What is expected
Search the data for the word "Maria" and copy each line that has it.

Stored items

• • •

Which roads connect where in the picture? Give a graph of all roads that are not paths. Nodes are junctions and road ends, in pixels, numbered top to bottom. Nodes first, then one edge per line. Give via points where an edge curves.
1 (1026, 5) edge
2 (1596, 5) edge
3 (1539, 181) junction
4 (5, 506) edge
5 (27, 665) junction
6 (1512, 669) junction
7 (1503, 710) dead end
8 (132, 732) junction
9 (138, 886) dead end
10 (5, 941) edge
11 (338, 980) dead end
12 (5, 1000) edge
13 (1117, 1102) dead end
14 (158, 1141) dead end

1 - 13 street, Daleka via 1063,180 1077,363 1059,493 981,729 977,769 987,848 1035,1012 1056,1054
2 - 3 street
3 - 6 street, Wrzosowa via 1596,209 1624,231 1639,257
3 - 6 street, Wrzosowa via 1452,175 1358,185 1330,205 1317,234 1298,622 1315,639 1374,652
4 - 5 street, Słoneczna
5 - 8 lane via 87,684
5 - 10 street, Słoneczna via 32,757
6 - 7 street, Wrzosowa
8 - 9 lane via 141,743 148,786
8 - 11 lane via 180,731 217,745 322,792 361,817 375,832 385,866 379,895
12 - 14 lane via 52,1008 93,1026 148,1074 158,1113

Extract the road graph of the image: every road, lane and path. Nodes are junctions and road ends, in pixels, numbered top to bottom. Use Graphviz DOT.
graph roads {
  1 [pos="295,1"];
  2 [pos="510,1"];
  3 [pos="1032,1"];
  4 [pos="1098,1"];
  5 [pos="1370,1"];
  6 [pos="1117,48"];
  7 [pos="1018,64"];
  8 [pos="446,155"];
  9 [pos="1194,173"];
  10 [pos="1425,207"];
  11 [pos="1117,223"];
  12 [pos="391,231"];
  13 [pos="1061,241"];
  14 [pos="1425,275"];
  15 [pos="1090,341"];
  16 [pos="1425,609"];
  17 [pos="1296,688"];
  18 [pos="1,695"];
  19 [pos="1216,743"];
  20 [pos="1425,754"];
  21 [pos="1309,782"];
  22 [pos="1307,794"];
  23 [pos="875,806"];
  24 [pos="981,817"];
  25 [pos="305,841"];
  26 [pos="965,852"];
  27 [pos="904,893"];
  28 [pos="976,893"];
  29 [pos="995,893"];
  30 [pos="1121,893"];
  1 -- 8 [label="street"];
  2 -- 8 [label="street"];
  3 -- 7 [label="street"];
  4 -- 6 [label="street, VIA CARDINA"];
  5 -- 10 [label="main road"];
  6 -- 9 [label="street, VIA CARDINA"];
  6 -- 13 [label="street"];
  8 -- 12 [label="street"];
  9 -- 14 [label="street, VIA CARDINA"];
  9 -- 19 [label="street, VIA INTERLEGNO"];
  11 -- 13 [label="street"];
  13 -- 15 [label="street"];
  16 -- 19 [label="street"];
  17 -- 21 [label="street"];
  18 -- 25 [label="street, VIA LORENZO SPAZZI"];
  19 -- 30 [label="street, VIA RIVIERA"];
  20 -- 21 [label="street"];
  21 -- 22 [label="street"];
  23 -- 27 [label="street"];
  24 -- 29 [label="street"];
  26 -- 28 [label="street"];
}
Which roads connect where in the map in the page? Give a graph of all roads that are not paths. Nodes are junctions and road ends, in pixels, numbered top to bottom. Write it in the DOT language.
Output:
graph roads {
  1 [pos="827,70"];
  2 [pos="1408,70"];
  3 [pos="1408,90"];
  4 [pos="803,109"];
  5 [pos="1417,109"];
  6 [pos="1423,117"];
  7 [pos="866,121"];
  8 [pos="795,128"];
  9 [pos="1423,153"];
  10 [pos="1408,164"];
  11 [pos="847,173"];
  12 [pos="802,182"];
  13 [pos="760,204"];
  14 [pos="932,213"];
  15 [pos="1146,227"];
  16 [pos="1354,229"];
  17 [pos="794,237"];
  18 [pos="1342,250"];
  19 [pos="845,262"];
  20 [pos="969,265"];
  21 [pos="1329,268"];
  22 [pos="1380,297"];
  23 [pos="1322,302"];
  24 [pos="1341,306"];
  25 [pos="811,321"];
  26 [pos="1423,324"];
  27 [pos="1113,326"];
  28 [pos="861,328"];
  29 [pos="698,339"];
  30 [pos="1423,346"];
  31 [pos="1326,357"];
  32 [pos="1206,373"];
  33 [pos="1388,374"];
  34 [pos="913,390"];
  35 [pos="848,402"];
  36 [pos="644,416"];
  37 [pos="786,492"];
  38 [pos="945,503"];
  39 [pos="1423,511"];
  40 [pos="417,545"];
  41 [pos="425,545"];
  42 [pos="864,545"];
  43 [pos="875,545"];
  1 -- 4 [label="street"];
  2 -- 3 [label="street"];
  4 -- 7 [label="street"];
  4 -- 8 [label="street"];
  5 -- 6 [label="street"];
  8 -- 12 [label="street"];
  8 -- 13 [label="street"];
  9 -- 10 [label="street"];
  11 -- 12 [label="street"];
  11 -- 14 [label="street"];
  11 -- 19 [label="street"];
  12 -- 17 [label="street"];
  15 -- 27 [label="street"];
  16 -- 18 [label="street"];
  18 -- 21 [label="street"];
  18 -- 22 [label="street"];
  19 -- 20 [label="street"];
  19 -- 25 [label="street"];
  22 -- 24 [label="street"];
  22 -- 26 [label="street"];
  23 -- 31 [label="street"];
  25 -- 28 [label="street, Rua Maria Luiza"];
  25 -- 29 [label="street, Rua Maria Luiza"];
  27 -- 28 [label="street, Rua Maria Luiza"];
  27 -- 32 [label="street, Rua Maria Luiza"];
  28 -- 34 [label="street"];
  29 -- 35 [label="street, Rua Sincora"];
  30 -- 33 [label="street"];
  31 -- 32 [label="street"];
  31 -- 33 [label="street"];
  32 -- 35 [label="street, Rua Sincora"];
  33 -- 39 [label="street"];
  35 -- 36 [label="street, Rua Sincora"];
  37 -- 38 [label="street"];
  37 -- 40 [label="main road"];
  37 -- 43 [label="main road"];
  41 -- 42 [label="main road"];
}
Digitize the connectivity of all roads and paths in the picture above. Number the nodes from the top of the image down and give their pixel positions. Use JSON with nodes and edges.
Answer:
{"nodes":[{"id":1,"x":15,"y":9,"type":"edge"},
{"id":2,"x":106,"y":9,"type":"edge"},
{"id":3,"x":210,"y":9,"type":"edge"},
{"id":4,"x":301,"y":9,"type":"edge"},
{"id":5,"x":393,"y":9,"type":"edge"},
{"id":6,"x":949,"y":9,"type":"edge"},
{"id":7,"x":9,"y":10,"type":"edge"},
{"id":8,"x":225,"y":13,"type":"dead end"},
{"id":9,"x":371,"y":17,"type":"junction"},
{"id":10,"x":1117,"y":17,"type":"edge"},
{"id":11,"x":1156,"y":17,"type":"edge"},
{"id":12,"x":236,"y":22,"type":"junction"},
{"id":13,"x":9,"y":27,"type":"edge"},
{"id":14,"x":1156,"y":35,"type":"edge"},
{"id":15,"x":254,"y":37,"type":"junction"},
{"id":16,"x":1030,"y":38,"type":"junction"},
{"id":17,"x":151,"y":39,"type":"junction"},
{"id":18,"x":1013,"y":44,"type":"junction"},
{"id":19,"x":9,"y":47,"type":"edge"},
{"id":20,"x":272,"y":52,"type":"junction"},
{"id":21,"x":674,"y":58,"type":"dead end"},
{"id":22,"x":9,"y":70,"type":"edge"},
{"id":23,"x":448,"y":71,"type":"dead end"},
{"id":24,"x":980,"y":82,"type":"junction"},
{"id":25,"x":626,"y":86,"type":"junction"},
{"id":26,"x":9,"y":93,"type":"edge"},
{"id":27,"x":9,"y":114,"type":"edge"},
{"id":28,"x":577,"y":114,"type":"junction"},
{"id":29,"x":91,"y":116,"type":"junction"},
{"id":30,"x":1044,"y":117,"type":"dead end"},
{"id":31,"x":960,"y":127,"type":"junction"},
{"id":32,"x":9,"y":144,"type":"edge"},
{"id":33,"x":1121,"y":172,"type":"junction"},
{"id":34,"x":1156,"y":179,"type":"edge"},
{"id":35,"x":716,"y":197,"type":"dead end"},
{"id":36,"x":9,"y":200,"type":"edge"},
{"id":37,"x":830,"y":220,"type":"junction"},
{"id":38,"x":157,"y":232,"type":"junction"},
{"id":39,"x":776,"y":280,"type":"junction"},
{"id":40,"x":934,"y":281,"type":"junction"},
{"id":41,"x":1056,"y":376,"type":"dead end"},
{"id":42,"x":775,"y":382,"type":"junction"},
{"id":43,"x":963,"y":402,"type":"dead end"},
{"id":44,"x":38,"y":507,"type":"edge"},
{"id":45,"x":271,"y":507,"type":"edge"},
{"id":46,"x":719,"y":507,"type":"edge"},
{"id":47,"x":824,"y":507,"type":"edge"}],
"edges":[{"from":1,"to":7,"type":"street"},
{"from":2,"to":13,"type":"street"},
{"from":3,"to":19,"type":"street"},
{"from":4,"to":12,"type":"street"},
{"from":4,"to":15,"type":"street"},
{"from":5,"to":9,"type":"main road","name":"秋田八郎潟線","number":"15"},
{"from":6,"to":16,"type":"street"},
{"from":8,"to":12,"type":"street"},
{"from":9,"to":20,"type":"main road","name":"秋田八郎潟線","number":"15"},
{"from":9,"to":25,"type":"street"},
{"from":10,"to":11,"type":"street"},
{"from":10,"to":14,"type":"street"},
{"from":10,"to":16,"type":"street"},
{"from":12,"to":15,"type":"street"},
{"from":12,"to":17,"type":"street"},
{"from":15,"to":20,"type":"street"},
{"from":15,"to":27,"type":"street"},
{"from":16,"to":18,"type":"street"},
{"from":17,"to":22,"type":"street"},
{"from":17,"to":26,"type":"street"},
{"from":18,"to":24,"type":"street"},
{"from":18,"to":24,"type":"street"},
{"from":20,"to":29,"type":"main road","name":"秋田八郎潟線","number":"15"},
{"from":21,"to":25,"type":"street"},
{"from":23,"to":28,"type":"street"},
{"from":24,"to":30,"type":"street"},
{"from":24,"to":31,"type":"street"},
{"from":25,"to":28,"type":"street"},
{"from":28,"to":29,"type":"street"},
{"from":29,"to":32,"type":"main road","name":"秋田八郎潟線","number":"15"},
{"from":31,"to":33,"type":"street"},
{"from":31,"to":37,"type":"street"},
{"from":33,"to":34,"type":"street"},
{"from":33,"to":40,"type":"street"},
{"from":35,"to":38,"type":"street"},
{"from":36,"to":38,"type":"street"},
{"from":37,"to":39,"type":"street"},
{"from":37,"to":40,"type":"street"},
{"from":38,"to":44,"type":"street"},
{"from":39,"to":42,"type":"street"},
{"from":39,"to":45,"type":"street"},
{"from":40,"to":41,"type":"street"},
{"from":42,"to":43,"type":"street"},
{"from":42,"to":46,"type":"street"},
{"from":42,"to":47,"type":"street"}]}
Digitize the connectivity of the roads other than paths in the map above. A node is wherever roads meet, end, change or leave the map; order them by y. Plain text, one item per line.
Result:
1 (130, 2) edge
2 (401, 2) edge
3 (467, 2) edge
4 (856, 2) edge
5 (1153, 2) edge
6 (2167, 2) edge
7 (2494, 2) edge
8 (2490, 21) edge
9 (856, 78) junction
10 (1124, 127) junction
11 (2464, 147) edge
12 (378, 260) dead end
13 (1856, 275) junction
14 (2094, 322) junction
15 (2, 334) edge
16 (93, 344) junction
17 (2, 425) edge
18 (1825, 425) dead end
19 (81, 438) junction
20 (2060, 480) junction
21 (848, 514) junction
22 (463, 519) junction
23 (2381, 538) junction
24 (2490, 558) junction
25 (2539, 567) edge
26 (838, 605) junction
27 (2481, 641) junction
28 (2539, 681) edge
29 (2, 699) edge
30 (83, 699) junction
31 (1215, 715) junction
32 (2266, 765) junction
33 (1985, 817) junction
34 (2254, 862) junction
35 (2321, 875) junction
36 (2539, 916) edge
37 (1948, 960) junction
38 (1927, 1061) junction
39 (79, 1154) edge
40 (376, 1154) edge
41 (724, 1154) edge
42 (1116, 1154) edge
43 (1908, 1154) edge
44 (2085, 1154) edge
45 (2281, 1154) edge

• • •

Reply
  25 -- 28 [label="street, Rua Maria Luiza"];
  25 -- 29 [label="street, Rua Maria Luiza"];
  27 -- 28 [label="street, Rua Maria Luiza"];
  27 -- 32 [label="street, Rua Maria Luiza"];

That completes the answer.